Man, Economy, and State with Power and Market

E. Free Competition and Cartels

There are other arguments that opponents of cartels use in decrying cartel action. One thesis asserts that there is something wicked about formerly competing firms now uniting, e.g., “restricting competition” or “restraining trade.” Such restriction is supposed to injure the consumers’ freedom of choice. As Hutt phrased it in his previously cited article: “Consumers are free ... and consumers’ sovereignty is realizable, only to the extent to which the power of substitution exists.”

But surely this is a complete misconception of the meaning of freedom. Crusoe and Friday bargaining on a desert island have very little range or power of choice; their power of substitution is limited. Yet if neither man interferes with the other’s person or property, each one is absolutely free. To argue otherwise is to adopt the fallacy of confusing freedom with abundance or range of choice. No individual producer is or can be responsible for other people’s power to substitute. No coffee grower or steel producer, whether acting singly or jointly, is responsible to anyone because he chose not to produce more. If Professor X or consumer Y believes that there are not enough coffee producers in existence or that they are not producing enough, these critics are free to enter the coffee or steel business as they see fit, thus increasing both the number of competitors and the quantity of the good produced.
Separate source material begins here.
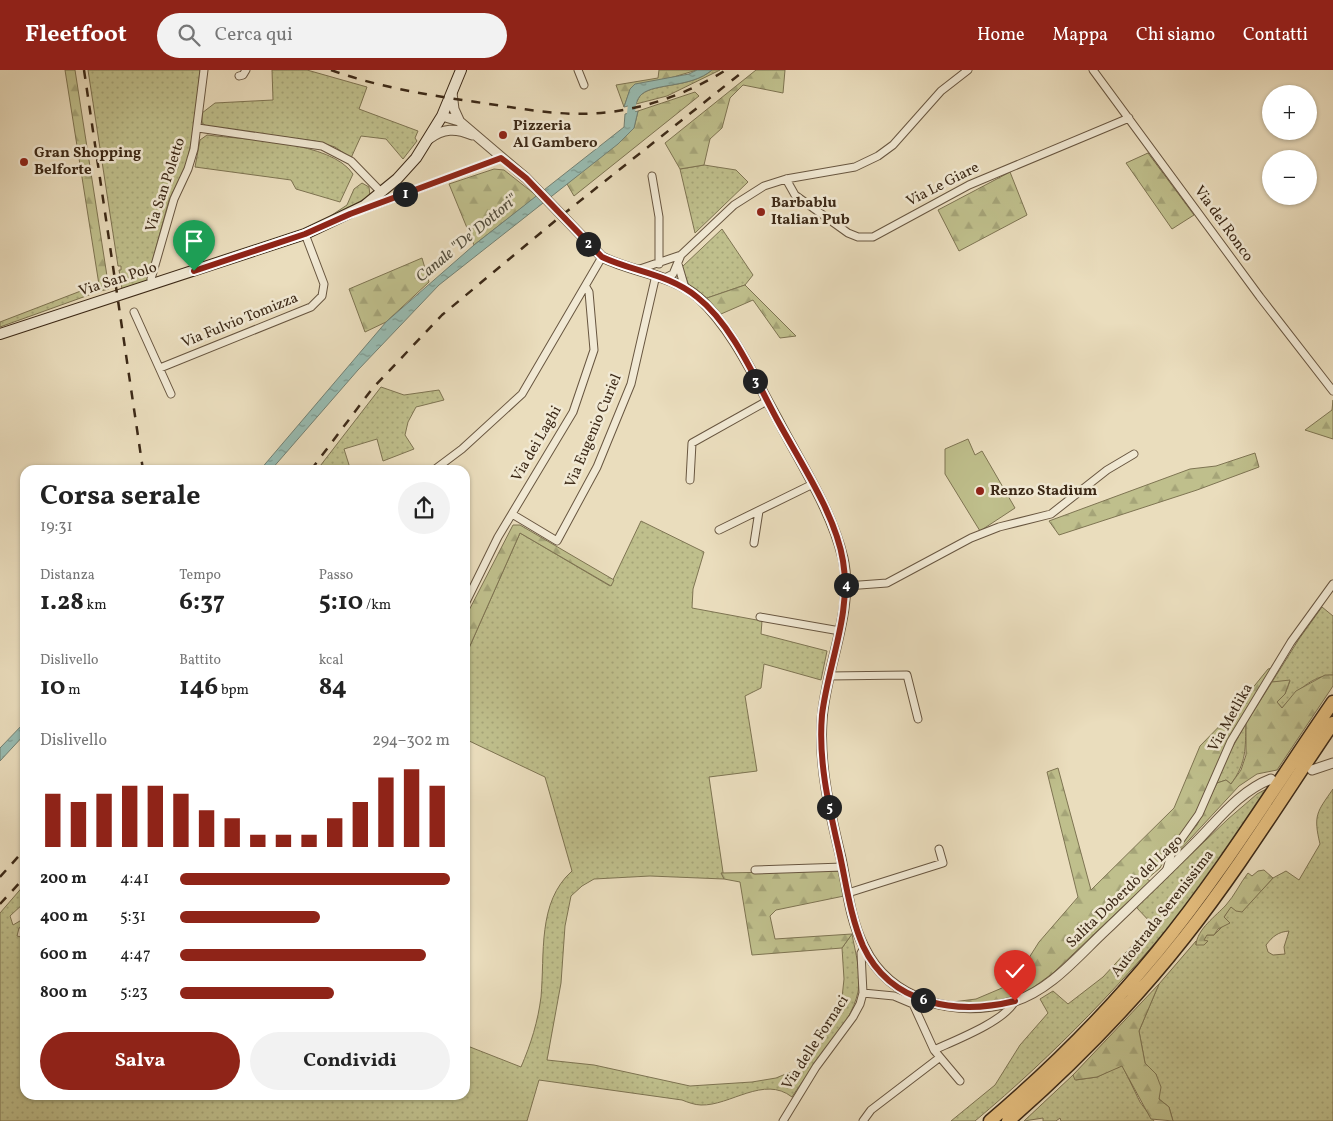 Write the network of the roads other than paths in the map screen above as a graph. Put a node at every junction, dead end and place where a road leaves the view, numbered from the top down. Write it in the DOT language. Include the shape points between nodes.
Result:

If consumer demand had really justified more competitors or more of the product or a greater variety of products, then entrepreneurs would have seized the opportunity to profit by satisfying this demand. The fact that this is not being done in any given case demonstrates that no such unsatisfied consumer demand exists. But if this is true, then it follows that no man-made actions can improve the satisfaction of consumer demand more than is being done on the unhampered market. The false confusion of freedom with abundance rests on a failure to distinguish between the conditions given by nature and man-made actions to transform nature. In a state of raw nature, there is no abundance; in fact, there are few, if any, goods at all. Crusoe is absolutely free, and yet on the point of starvation. Of course, it would be pleas-anter for everyone if the nature-given conditions had been far more abundant, but these are vain fantasies. For vis-à-vis nature, this is the best of all possible worlds, because it is the only possible one. Man’s condition on earth is that he must work with the given natural conditions and improve them by human action. It is a reflection on nature, not on the free market, that everyone is “free to starve.”

Economics demonstrates that individuals, entering into mutual relations in a free market in a free society—and only in such relations—can provide abundance for themselves and for the entire society. (“Free,” as always in this book, is used in the interpersonal sense of being unmolested by other persons.) To employ freedom as itself equivalent to abundance obstructs understanding of these truths.

The free market in the world of production may be termed “free competition” or “free entry,” meaning that in a free society anyone is free to compete and produce in any field he chooses. “Free competition” is the application of liberty to the sphere of production: the freedom to buy, sell, and transform one’s property without violent interference by an external power.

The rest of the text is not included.